Afterword:700音に終わる夢

 7/13~8/13の1か月間、「本日のセ」シリーズとして毎日更新してきたセイボリーSS、Twitterより引越しが完了いたしました。ただいま!
 SS文庫メーカーを利用した投稿の場合、1ページ当たりの字数の最大は710文字。ありったけ詰め込んでもだいたい700文字を超えることなく終わったので、タイトルは「700音に終わる夢」とさせていただきました。リアルタイムでお付き合いくださった方も、今回サイトを訪れて読んでくださった方も、本当に、ありがとうございました。
 以下、それぞれのSSについて簡単に裏話やあとがきを書かせていただいています。ネタバレを警告する程のものではないので、閲覧はお気軽に、どうぞ。

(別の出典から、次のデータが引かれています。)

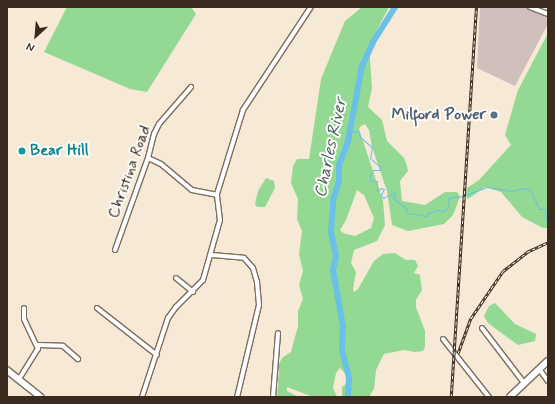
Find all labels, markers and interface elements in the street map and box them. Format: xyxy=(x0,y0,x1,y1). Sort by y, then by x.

  • 7/13:ひらく花、とける水 → 8/5:おさない審判 & おさない地獄

 これのみ「/600のアクアティック・メヌエット」後の二人を意識して書いてしまいました。でも今読み返すとこれ単体でもどうにか成り立ちそうですね。この語り手である一般男性は善良なガラル市民であり、後にユウリに殴られることになる彼とは何の関係もございません。
 その「彼」、実はユウリを口説こうとしていました。相手は「ひらく花、とける水」における、セイボリーの隣で実に楽しそうにバトルをするユウリを見ていて、セイボリーに嫉妬したが故に彼を侮蔑する言葉を容赦なく捲し立てています。自分の価値を持ち上げるために他者を貶めるとかいう、清い魂を持つ(とユウリは頑なに信じている)セイボリーが絶対に取らない方法でユウリの心を手に入れようとした。そしてその「貶める相手」がよりにもよってセイボリーだった。これらの理由から、ユウリは相手を「殴って黙らせる」という凶行に出てしまいました。合理を重んじる彼女に手を上げさせる理由付けとして、やはり此処まで揃わないと不十分だろうなと感じた次第です。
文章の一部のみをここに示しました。